◆ PROBLEM REQUIREMENTS ◆
Tally the lines in the data below in which the word "positions" occurs, then give only the total.

[Extracted records]
⁂

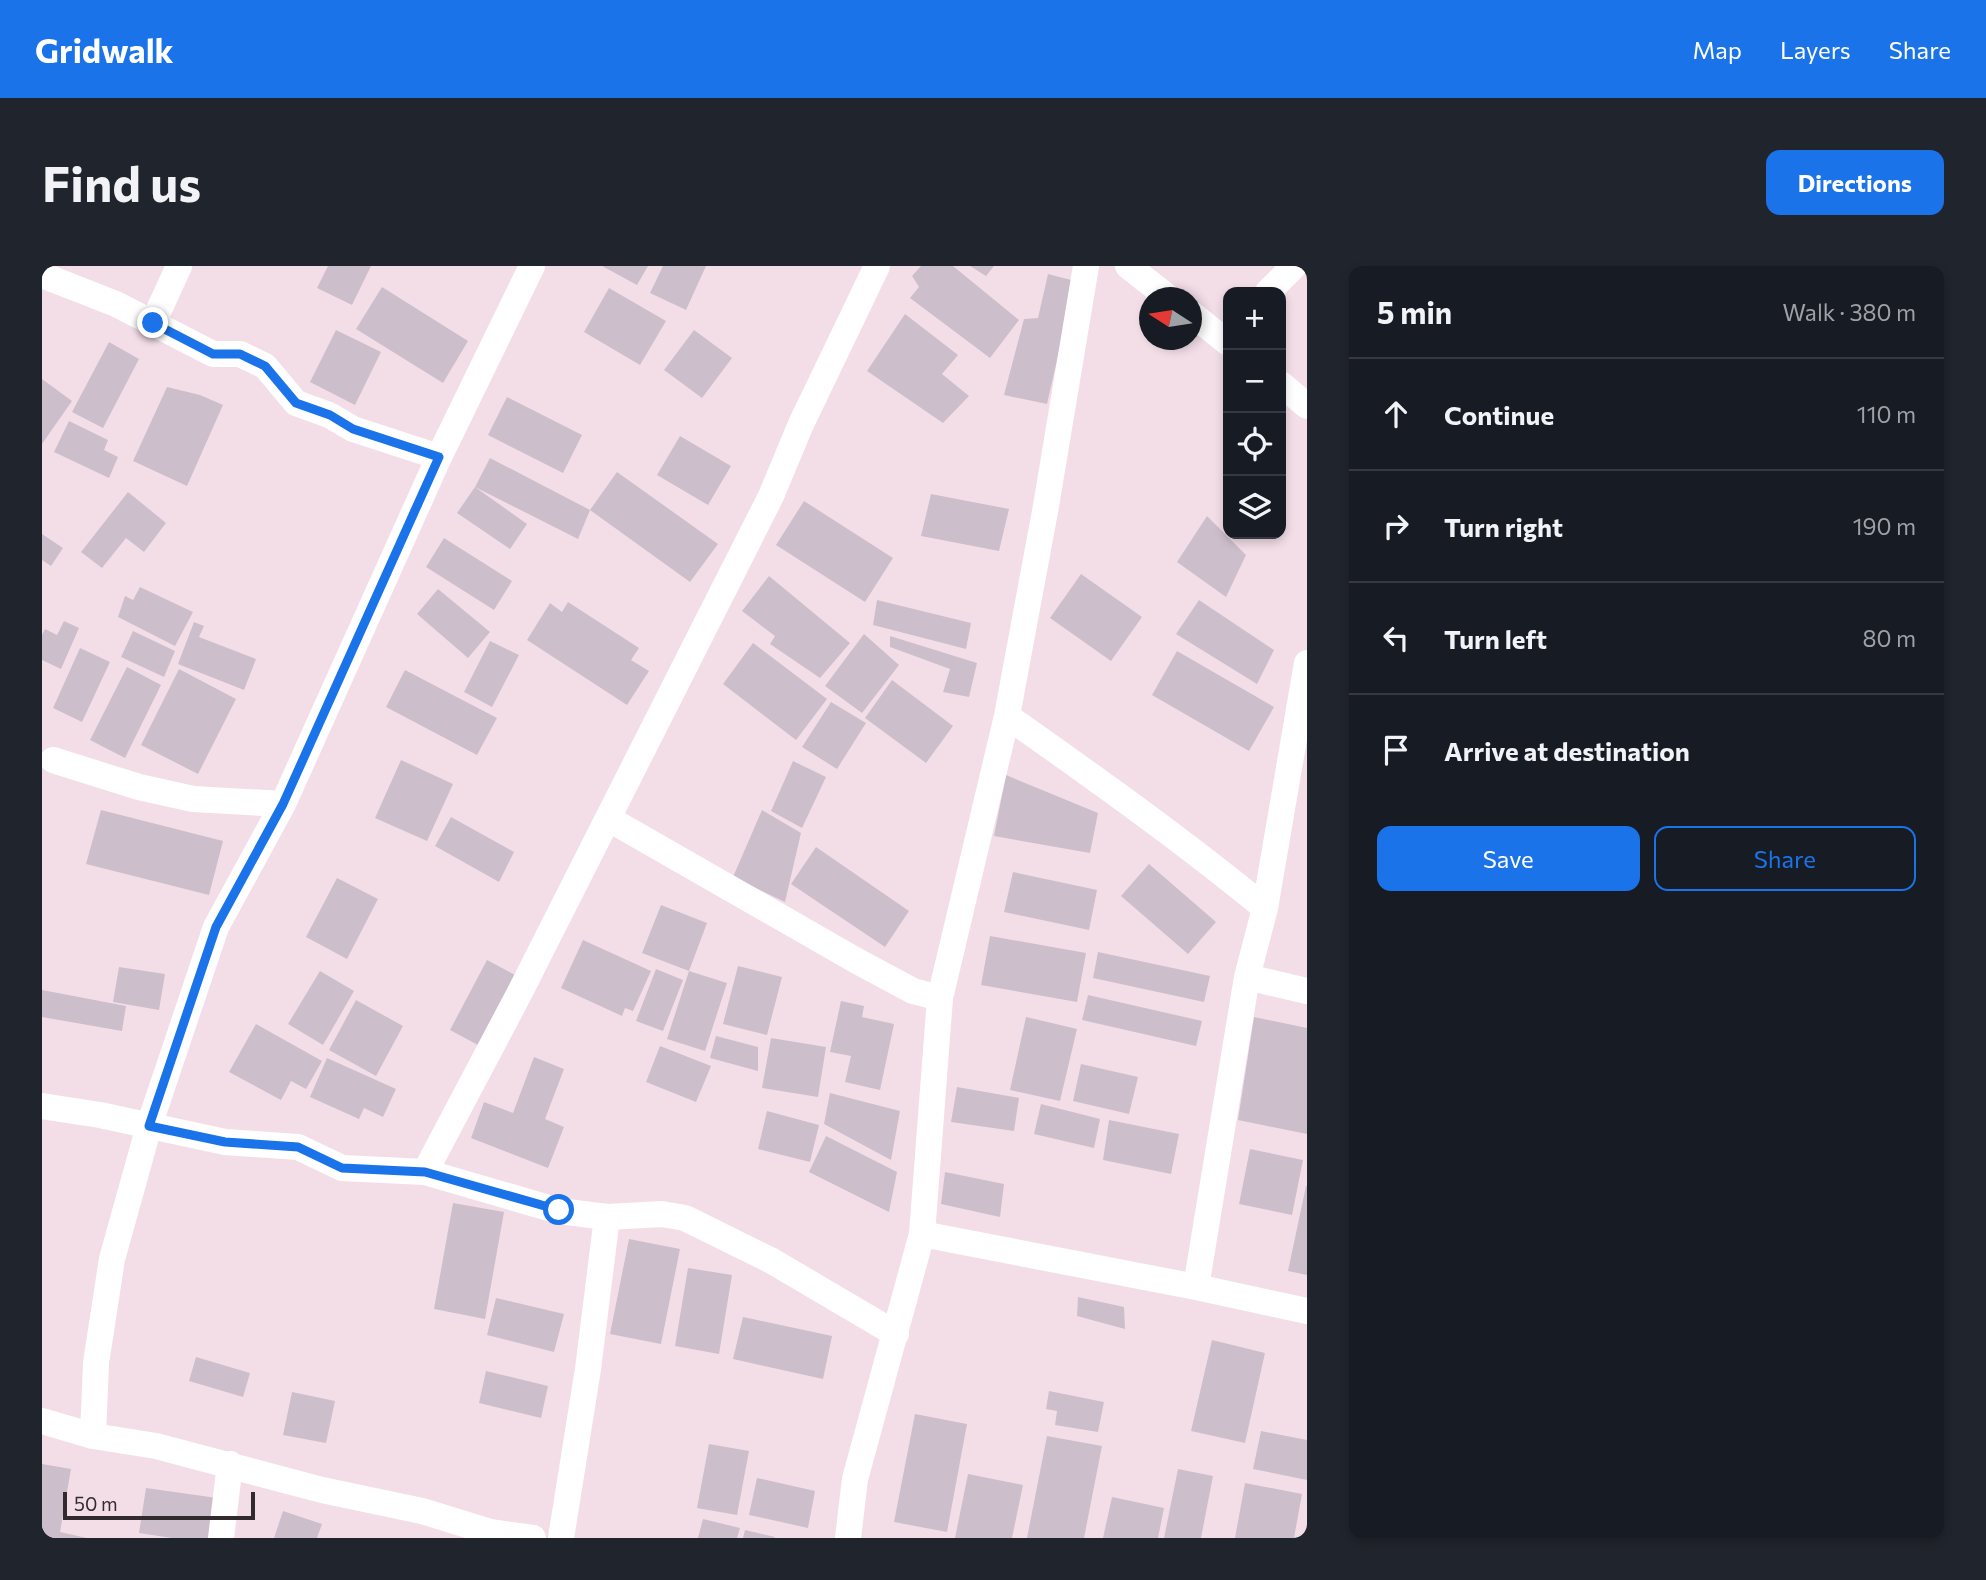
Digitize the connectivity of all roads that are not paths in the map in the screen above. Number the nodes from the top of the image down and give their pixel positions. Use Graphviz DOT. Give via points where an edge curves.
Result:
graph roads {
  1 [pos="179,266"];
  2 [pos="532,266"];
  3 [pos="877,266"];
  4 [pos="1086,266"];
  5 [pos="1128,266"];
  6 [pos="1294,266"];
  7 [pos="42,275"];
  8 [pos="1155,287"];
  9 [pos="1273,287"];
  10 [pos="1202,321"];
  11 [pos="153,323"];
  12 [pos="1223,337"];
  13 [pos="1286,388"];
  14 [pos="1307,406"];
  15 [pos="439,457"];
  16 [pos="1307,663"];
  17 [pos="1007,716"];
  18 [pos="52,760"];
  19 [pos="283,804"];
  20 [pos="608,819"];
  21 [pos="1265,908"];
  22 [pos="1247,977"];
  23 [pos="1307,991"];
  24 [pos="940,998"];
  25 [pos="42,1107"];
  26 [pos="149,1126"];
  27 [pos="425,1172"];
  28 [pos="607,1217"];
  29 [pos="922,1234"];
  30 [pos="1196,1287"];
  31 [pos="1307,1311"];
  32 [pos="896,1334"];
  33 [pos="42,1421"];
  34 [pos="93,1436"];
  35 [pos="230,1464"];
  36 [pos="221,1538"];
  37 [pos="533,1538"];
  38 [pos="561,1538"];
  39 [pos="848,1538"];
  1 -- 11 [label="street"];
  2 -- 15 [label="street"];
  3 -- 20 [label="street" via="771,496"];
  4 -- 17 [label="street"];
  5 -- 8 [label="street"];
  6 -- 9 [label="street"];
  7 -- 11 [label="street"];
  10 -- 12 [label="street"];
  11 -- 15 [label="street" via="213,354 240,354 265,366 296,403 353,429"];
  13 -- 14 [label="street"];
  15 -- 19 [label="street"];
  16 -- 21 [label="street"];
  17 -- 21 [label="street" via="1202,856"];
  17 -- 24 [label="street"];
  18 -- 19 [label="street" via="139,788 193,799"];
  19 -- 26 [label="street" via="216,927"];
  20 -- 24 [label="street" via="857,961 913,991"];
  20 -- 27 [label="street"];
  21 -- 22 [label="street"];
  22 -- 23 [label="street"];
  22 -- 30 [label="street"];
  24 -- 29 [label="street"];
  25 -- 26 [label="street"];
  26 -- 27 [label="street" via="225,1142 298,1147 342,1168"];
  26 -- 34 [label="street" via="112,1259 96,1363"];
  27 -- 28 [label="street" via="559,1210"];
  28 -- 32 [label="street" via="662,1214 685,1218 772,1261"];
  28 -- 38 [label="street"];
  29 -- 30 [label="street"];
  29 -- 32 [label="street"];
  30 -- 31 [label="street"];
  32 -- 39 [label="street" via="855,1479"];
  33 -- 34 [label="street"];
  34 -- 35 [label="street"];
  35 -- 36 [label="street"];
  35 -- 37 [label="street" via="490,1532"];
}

⁂

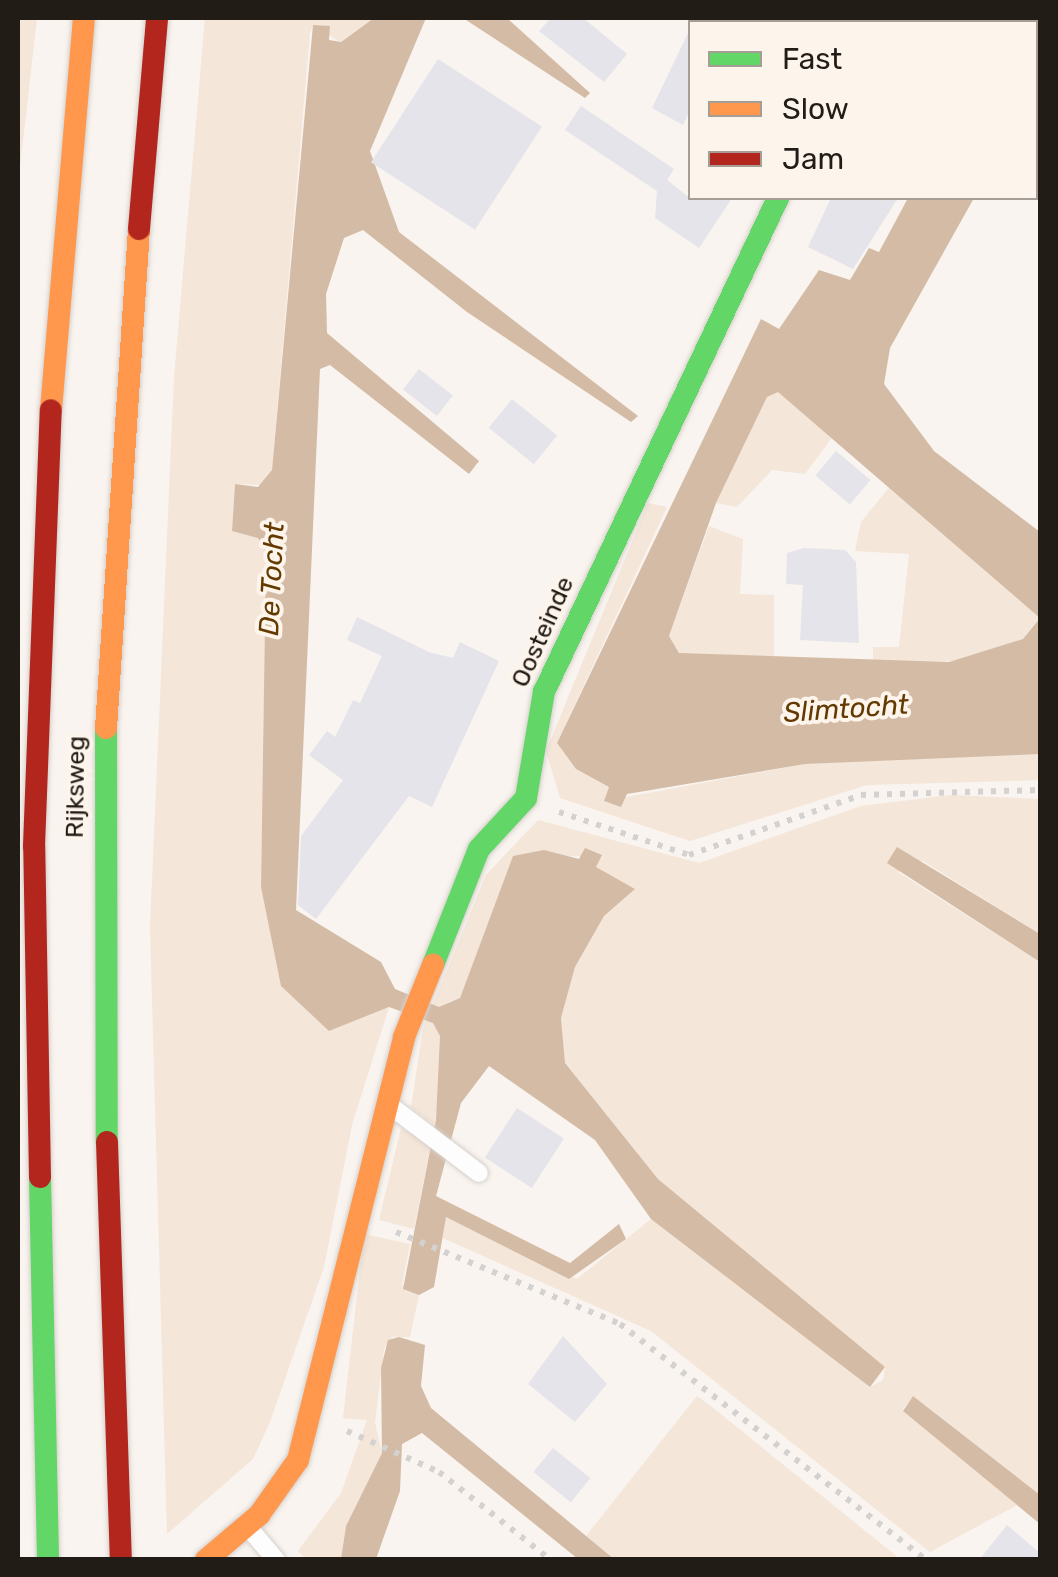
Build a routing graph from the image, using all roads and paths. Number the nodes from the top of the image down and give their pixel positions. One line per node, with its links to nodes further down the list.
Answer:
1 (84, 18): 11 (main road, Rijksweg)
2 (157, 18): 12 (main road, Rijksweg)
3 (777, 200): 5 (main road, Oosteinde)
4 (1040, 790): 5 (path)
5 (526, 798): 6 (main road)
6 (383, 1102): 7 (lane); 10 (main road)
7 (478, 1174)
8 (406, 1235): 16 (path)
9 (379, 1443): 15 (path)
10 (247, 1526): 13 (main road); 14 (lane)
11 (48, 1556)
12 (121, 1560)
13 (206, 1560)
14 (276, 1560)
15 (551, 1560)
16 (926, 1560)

⁂

◆ THE COMPLETED TASK ◆
2